LA GUERRA DE LOS CIVILES
Los cómics de Kurtzman, como las parodias de «Mad» (también las hizo de guerra), adelantan el clima contracultural que llena los medios durante la década del 60 hasta rematar en la eclosión underground. Sin embargo, pese a su acidez, no exploran con detención las consecuencias profundas del conflicto. ¿Qué pasó con las víctimas y los pueblos arrasados por las batallas? ¿Cómo fue la relación entre civiles y soldados? ¿Cómo vivieron sus vidas tras el horror? En principio, aquellos temas podían parecer más propios del género ensayo o derechamente del drama. Para el cómic, explorar aquellas preguntas significaba –de seguro– abandonar la acción y la aventura. Pero hubo quienes se animaron a hacerlo. Bernie Krigstein (1919-1992) dibujó la dramática «Master Race» para la revista «Impact», una de las muchas publicaciones dirigidas por William Gaines (1922-1992) y Al Feldstein (1925-2014).

Kurtzman además de guionista era dibujante y portadista.

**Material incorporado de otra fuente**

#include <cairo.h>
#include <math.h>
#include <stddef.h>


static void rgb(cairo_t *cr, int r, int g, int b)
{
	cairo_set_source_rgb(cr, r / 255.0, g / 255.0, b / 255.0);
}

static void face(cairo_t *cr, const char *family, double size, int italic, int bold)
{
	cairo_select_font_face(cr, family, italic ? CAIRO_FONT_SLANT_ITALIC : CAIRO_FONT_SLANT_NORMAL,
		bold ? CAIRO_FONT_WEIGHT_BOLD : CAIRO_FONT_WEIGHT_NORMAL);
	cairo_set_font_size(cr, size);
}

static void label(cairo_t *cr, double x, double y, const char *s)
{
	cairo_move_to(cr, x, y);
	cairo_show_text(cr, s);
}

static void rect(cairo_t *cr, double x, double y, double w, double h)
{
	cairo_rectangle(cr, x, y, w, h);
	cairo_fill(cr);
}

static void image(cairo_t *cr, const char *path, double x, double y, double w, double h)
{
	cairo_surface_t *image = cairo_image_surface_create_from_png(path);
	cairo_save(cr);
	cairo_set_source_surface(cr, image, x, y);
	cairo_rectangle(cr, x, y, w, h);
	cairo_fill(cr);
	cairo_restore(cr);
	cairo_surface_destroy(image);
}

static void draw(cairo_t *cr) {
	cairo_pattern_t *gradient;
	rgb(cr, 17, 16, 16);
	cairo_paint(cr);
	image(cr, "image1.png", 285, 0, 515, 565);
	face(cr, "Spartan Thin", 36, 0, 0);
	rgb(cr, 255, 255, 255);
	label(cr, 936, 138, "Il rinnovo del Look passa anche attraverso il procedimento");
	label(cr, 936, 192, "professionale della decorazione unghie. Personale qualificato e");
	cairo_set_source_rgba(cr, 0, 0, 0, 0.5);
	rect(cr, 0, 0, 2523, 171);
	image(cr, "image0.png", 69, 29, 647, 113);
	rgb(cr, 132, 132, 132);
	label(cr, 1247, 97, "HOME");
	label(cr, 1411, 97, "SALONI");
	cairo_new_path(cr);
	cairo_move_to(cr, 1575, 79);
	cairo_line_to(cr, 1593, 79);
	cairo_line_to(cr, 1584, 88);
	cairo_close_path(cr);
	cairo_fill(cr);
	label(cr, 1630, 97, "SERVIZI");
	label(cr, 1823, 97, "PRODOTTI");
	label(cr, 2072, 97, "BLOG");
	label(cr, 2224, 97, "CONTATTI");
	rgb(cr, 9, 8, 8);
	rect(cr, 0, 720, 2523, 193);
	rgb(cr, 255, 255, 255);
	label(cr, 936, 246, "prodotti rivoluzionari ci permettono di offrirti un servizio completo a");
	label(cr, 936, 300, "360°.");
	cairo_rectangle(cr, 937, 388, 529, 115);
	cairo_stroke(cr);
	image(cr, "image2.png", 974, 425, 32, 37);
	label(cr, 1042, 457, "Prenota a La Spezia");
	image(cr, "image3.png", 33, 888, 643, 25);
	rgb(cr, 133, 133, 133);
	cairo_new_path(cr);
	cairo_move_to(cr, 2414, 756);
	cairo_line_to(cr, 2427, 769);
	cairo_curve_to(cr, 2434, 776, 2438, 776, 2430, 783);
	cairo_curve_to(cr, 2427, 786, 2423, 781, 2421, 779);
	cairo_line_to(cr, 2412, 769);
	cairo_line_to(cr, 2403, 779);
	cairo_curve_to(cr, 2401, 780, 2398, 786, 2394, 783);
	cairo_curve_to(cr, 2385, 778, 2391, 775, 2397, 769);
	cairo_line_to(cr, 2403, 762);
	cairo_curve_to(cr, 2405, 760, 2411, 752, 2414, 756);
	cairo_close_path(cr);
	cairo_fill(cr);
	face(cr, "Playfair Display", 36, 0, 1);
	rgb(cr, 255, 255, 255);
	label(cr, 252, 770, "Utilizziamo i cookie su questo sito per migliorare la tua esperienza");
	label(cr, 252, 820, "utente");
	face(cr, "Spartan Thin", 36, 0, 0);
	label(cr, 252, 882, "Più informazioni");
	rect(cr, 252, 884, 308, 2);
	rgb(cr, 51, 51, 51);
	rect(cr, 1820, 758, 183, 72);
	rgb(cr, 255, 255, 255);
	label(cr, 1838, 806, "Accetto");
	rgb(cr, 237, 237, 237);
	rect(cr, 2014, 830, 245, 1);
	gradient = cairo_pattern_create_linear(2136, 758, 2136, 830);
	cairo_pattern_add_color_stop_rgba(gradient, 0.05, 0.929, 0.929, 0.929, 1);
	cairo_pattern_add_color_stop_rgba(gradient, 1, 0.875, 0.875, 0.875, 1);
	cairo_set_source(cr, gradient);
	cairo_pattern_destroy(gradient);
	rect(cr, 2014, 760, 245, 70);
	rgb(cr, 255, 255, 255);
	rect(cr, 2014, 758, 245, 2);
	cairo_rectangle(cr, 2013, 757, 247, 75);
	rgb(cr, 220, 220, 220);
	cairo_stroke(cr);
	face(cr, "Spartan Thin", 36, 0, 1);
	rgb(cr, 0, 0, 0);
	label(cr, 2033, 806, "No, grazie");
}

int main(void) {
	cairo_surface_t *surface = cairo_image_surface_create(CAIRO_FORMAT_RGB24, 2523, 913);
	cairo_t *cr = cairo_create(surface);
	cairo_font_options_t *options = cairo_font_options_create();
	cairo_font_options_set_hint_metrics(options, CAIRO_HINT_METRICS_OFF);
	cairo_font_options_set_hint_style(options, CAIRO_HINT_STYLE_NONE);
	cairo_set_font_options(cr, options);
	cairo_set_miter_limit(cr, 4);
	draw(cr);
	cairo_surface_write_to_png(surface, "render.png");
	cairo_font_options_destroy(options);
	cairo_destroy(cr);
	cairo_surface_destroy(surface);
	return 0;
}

Su historia de una víctima de los campos de concentración reúne drama y suspenso en cuotas iguales. En ocho páginas, Krigstein consigue hacer del relato, notable por sí mismo, una de las piezas mayores en la historia del cómic. Construida a partir de una voz en segunda persona, la narración se interna en el metro de Nueva York y capta el momento en que un ex prisonero de los campos de concentración encuentra a su antiguo torturador: el oficial Carl Reissman. “Tú nunca olvidarás, ¿podrías hacerlo Carl Reissman? Incluso aquí, en Norteamérica, diez años después y a miles de millas de tu natal Alemania…”, así abre la historia. El dibujo que acompaña este monólogo interior –entre la víctima y su victimario– es un preciso contrapicado del torturador mientras se interna en el metro. Krigstein se vale de un rítmico montaje de viñetas y su dibujo, de angulosas y alargadas figuras, es de un contenido expresionismo. Con ángulos dramáticos y raccontos de la era nazi, las páginas se internan en la conciencia de la víctima y en su ansioso, pero pausado, camino a la venganza.
SALTO EN EL TIEMPO
En 2017, el dibujante Manu Larcenet (1969) las emprende con un guión ajeno, la novela «El Informe de Brodeck», del también francés Philippe Claudel (1962). En formato apaisado y resuelto completamente en blanco y negro, la obra es una pieza magistral. Como Krigstein, Larcenet se apropia de un texto ajeno hasta hacerlo suyo. Editada por Norma en un solo volumen, la obra de Larcenet se aproxima en espíritu a los cuadernos de «Claus y Lucas», de la escritora húngara Agota Kristof (1935-2011). En un pueblo ¿de Europa Central? un grupo de hombres, encabezado por el Alcalde, le encarga a Brodeck redactar cómo ocurrió el asesinato del extraño forastero que llegó al villorrio. Sabe que la misión es peligrosa. No sólo debe contar los hechos, debe justificarlos. Reconstruyendo el puzzle que acompañó la llegada y precedió al asesinato de aquel hombre, Brodeck revive los años anteriores al homicidio, cuando el pueblo sufrió el infierno personal y colectivo de una violenta ocupación militar. El territorio convertido en campo de concentración. Flashbacks que se alternan con la visita del extraño y los tensos momentos que preceden la escritura de su informe. Acompañado de su hijo, de su madre adoptiva y de su esposa (una bella mujer que susurra todo el tiempo una canción incomprensible), Brodeck parece el escriba de una desgracia que ocurrió y otra peor que está por venir.